Quando o “special one” foi demitido do Manchester United, postei coluna mostrando como seus métodos eram avançados dentro de um futebol que, todavia, tornou-se datado. No meio do caminho apareceram Pep Guardiola e Jurgen Klopp, os revolucionários que vencem. Até tal ascensão, dividia-se os técnicos de futebol entre os inovadores sem taça e os pragmáticos com troféu. Paralelamente, no Brasil, tínhamos um treinador tricampeão brasileiro dizendo “quer espetáculo? Vá ao teatro!” – sob constrangedores aplausos de quem, agora, pede “ginga”. Mas a divisão perdeu todo o sentido na Europa.
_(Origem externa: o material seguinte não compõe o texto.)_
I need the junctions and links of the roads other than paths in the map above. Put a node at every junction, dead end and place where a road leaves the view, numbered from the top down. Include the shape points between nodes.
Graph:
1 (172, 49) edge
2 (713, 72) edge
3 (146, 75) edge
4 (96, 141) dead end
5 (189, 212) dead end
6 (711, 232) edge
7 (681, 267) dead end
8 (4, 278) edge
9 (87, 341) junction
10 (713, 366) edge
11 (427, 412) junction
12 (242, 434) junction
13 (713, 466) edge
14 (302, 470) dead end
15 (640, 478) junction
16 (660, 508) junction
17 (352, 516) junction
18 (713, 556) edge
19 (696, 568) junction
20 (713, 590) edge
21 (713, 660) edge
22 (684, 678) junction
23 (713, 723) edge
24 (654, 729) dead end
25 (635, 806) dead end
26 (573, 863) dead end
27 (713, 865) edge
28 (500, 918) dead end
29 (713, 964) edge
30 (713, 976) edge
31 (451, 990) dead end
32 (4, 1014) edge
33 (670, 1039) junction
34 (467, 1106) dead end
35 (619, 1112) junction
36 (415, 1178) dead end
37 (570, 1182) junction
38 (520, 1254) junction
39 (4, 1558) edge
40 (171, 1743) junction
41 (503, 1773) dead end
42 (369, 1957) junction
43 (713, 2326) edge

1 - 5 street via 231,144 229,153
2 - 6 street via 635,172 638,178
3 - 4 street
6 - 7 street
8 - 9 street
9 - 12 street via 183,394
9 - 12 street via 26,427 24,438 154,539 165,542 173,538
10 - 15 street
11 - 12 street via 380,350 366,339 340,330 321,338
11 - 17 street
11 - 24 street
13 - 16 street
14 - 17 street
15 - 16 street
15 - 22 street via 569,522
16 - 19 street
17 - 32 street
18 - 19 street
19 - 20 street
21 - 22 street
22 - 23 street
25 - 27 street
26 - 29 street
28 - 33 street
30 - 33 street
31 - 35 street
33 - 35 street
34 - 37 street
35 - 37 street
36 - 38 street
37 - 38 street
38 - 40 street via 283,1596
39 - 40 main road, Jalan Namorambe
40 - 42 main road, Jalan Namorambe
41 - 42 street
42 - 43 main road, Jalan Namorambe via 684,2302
Mourinho ainda derrotou o então novato Pep em 2010, mas na temporada seguinte o jogo virou de vez. Mesmo entre os defensivos, ficou defasado em relação aos que entenderam Pep, Jurgen e outros para aprender a enfrentá-los, sem se limitar a um ônibus na própria área.
Portanto, o ponto em comum de Mourinho e futebol no Brasil é que ambos foram pouco influenciados pelos novos esquemas, mais compactos e adiantados. Como quem segue com uma TV de plasma, mesmo podendo ter tecnologia melhor. Neste aspecto, a compatibilidade é inequívoca. Mourinho não quis saber de trocar de década. O futebol nacional, com duas ou três exceções, também não. A maioria dos técnicos que tentam se modernizar é como os inovadores sem taça do parágrafo anterior. Como no Palmeiras. Roger Machado passou meses tentando fazer o time atuar com um volante – o “esquema de índio”, segundo Abel Braga. Felipão chegou da China, restaurou a “volância dupla” e ganhou o Brasileirão. Na Copa do Brasil, foi a vez do defensivo Cruzeiro de Mano. Só na Libertadores é que deu LED na cabeça. E nem era uma Samsung.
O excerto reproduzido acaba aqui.